No, fuck that. I'm not going to think twice about what I write just to avoid an AI checker, and I will delve into em dashes with gusto if that's what the writing calls for.

I'm not sacrificing the language simply to sound less like AI--that's absolutely a losing game.

And if anyone thinks my hand-crafted prose is AI-generated, they're free to look elsewhere. Right now AI detectors peg my pre-AI work as 30% AI-generated, and I'm certain that number will only increase as LLMs improve.

> I'm not going to think twice about what I write just to avoid an AI checker

It depends on your environment, I guess. If you're a student writing an essay or a researcher writing a paper, it's in your best interest to avoid sounding like an LLM, which means going out of your way to avoid certain idioms, even if it means letting go of things you liked to write.
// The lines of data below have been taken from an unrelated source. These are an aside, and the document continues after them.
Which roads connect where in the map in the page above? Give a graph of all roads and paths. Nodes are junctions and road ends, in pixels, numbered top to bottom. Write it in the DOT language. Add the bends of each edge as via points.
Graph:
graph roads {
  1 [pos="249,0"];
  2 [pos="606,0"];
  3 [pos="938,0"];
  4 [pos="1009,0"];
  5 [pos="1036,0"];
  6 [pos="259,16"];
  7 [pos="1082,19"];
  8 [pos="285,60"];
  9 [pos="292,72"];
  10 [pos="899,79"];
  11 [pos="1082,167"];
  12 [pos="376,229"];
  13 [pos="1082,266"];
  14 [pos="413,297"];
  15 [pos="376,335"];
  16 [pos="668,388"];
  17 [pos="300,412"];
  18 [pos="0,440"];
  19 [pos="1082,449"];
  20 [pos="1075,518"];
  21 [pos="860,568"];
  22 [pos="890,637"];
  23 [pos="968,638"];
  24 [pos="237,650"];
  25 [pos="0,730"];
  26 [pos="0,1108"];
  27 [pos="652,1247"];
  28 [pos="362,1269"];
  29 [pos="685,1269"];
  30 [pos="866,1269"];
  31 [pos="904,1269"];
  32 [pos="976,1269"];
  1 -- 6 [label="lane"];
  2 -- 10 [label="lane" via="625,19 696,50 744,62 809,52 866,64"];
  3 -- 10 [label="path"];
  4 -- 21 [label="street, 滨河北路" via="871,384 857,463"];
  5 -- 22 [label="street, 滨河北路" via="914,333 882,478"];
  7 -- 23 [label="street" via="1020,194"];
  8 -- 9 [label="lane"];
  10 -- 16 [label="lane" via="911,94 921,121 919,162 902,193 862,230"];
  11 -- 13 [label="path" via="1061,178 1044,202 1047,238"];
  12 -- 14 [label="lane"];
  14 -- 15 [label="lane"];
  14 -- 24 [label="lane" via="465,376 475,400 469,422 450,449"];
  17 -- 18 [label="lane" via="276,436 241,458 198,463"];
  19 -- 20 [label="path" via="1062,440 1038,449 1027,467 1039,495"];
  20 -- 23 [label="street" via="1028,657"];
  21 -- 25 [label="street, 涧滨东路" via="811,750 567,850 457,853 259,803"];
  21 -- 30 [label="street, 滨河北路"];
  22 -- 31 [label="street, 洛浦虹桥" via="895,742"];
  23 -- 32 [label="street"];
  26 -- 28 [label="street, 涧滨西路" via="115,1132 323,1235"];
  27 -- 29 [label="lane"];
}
I used to love a spaced en dash (the British English equivalent of the American unspaced em dash), but I wouldn't risk it now.

Eventually, though, you won't be able to avoid it.
You're right, of course. But today, it's not a risk worth taking, at least not for professional writing where the suspicion of LLM writing can be damning.
I utterly detest the idea of having AI potentially lock me out of my own writing style.
I agree with the feeling. But if you agree with the analysis of the article, this cat & mouse game ultimately amounts to stop disclosing our reasoning threads through commonly accepted linguistic structures. That's quite a price to pay as a society...
Clean. This comment is the right shape.